Gloria Yoshkova

Background: Motor difficulties are a hallmark feature of Williams Syndrome (WS), yet limited research exists on the quality of early walking in this population. Purpose: This study examined the motor characteristics of first unsupported walking in toddlers with WS compared to neurotypical (NT) peers. Research design: The study used an observational between-subjects design, analysing data from a single time point. Study Sample: Twenty children with WS (age in days at first walking onset: M = 791.75 days, SD = 147.51) were compared to 24 NT children (M = 395.67 days, SD = 72.17). Data analysis: Home videos from children with WS and NT children were analysed using two observational frameworks: the Walking Observation Scale (WOS; Esposito & Venuti, 2008) to evaluate gait quality, and the Positional Pattern for Symmetry during Walking (PPSW; Esposito et al., 2011) to assess gait symmetry. Results: Age of independent walking onset differed significantly between groups. There were no significant differences in overall gait quality, but a significant interaction demonstrated different profiles of gait quality. Axis-specific analyses revealed a significant interaction with group for foot atypicality only. This was due to the WS children showing marginally more out-toeing than the NT group.

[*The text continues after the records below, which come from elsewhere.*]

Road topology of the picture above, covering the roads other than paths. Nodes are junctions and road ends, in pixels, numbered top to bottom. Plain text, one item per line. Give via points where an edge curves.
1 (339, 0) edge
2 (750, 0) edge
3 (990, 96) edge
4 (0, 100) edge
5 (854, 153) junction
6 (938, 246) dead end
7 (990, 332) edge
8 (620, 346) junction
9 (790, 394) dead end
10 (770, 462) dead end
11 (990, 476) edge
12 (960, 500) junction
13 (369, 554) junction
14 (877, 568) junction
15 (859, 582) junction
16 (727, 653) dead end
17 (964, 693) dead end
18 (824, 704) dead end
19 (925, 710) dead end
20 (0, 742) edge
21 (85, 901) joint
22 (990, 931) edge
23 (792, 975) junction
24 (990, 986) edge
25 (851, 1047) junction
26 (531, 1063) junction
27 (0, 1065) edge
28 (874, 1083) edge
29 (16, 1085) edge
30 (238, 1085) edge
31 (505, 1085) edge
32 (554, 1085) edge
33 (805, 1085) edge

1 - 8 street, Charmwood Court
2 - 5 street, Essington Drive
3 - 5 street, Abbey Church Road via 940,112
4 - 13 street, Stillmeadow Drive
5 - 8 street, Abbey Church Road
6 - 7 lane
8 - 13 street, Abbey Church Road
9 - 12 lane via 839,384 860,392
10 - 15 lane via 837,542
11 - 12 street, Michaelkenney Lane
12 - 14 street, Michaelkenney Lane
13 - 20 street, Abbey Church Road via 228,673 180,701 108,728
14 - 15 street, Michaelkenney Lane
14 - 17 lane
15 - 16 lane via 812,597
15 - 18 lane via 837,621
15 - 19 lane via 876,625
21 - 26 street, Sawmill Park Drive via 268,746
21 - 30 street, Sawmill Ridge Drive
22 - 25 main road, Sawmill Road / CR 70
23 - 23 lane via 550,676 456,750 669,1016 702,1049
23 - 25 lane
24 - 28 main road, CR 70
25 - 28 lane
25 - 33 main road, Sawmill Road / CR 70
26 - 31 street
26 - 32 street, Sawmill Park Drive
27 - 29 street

Analysis of gait symmetry identified significantly greater symmetry during walking in the WS group compared to NT peers. However, this effect did not remain significant when age was partialled out. Conclusion: Walking in WS is delayed, but does not differ substantially in quality. Instead, it is marked by subtle atypical motor strategies. These results emphasise the importance of fine-grained analysis of early motor development. Motor atypicalities may be antecedents of later difficulties and thus can inform targeted interventions and shed light on developmental mechanisms.